One of the dominant features of the Finite Element literature is that it is filled with matrix algebra. The fact that differential equations can be rendered into matrices seems at first to be mysterious. However, it results quite naturally from the discretization of the problem, and the parameterization of the discrete equations through a limited set of unknown parameters.

Thus, before getting deeply involved in the arcane lore of Finite Elements, We give one example of a genuinely discrete system and show how it generates a matrix problem quite naturally.

(a) A system of three carts interconnected by springs of different stiffnesses and in turn connected to an end wall. (b) The element equilibrium diagram for the spring $k_2$

Consider the system illustrated in the figure (a) above — three freely rolling carts attached by springs. There are three loads applied $R_1,R_2,R_3$, one to each cart, and we wish to determine the equilibrium displacements $U_1,U_2,U_3$. We can illustrate graphically the equilibrium condition for one of the springs based on its internal degrees of freedom and effective external load. This equilibrium is: \[ \begin{equation} \begin{split} k_2 (U_1 - U_2) &= {F_1}^{(2)}
k_2 (U_2 - U_1) &= {F_2}^{(2)} \end{split} \end{equation
} \] or \[ \begin{equation} k_2 \left[ \begin{array}{cc} 1 & -1 \ -1 & 1 \end{array} \right] \left[ \begin{array}{c} U_1 \ U_2 \end{array} \right] = \left[ \begin{array}{c} {F_1}^{(2)} \ {F_2}^{(2)}\end{array} \right] \end{equation} \] This is essentially the same for all five spring elements except for $k_1$ which is anchored at one end and so satisfies \[ \begin{equation} k_1 U_1 = {F_1}^{(1)} \end{equation} \]

The equilibrium relations for the system as a whole are \[ \begin{equation} \begin{split} & {F_1}^{(1)} + {F_1}^{(2)} + {F_1}^{(3)} + {F_1}^{(4)} = R_1
& {F_2}^{(2)} + {F_2}^{(3)} + {F_2}^{(5)} = R_2
& {F_3}^{(4)} + {F_3}^{(5)} = R_3 \end{split} \label{eq:globeq} \end{equation} \]

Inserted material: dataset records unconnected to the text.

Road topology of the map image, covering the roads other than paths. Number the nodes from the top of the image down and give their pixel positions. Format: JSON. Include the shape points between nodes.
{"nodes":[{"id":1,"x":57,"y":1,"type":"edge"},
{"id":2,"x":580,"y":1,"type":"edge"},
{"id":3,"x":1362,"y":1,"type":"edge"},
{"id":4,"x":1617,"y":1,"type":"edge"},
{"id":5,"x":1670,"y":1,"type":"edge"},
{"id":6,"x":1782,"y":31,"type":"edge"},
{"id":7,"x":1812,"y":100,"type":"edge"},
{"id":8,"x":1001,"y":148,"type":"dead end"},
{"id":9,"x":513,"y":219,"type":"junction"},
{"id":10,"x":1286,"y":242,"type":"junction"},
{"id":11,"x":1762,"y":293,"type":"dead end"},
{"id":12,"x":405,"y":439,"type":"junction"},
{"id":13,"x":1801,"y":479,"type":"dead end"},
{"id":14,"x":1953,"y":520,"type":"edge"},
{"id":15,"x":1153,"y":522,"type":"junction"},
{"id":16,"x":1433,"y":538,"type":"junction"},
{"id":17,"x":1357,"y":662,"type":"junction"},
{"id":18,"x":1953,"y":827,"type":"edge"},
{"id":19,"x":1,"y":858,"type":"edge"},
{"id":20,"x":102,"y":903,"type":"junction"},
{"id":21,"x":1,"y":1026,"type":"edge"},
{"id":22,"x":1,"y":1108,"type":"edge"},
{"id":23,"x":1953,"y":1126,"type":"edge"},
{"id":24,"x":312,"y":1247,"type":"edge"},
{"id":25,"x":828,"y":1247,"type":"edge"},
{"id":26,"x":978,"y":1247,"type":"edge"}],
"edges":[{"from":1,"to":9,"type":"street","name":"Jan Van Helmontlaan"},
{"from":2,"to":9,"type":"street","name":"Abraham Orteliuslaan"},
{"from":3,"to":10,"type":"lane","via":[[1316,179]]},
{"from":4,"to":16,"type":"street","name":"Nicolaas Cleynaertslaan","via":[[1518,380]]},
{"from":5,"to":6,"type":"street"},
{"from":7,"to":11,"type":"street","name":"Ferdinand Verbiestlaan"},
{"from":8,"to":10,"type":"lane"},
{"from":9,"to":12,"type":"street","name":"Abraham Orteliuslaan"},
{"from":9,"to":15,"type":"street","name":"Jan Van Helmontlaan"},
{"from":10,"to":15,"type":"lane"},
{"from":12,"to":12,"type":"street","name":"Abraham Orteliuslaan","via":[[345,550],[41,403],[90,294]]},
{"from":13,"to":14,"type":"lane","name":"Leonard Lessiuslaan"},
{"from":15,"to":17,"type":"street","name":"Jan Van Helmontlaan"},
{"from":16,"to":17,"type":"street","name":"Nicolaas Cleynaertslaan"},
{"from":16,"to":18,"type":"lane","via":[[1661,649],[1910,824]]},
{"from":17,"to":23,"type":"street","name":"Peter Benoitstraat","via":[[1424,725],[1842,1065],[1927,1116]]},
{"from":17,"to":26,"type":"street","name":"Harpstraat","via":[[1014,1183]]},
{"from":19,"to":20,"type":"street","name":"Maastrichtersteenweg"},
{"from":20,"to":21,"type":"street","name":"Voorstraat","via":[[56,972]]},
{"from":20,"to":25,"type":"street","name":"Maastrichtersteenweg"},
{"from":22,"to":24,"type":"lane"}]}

If we now write all five equilibrium relations in terms of all available degrees of freedom we obtain a form like this \[ \begin{equation} k_2 \left[ \begin{array}{ccc} k_2 & -k_2 & 0 \ -k_2 & k_2 & 0 \ 0 & 0 & 0 \end{array} \right] \left[ \begin{array}{c} U_1 \ U_2 \ U_3 \end{array} \right] = \left[ \begin{array}{c} {F_1}^{(2)} \ {F_2}^{(2)} \ 0\end{array} \right] \end{equation} \] which can also be written \[ \begin{equation} \mathbf{K}^{(2)}\mathbf{U} = \mathbf{F}^{(2)} \end{equation} \] in each case.

Thus the global equilibrium requirement of \ref{eq:globeq} become \[ \begin{equation} \mathbf{K}\mathbf{U} = \mathbf{R} \end{equation} \] where \[ \begin{equation} \mathbf{K} = \left[ \begin{array}{ccc} (k_1 + k_2 +k_3 + k_4) & -(k_2+k_3) & -k_4
-(k_2+k_3) & (k_2 + k_3+k_4) & -k_5
-k_4 & -k_5 & (k_4 + k_5) \end{array} \right] \end{equation
} \] Note, by the way, that $ \mathbf{K}$ is symmetric. An important observation is that \[ \begin{equation} \mathbf{K} = \sum_{i=1}^{5} \mathbf{K}^{(i)} \end{equation} \] The individual element stiffnesses can be summed to form a global stiffness matrix. A symmetric, positive definite matrix problem can be solved in numerous different ways, many of which are easy to look up in textbooks ! A very simple problem like this has captured much of what we need to do in arbitrarily complex finite element computations. The construction of local element equilbrium problems based on the interaction of each available degree of freedom with every other is followed by the assembly into a global problem by summing the contributions of the individual elements.

Note that the formulation of the local equilibrium conditions are done in a symmetric manner (if we change this degree of freedom how does the balance change, and then what if we change this degree of freedom ?) rather than trying to simplify the system.

The degrees of freedom are related by elastic spring constants here. In our more abstract formulations we will replace spring constants by coefficients obtained from the variational method but the form is {\em exactly the same}.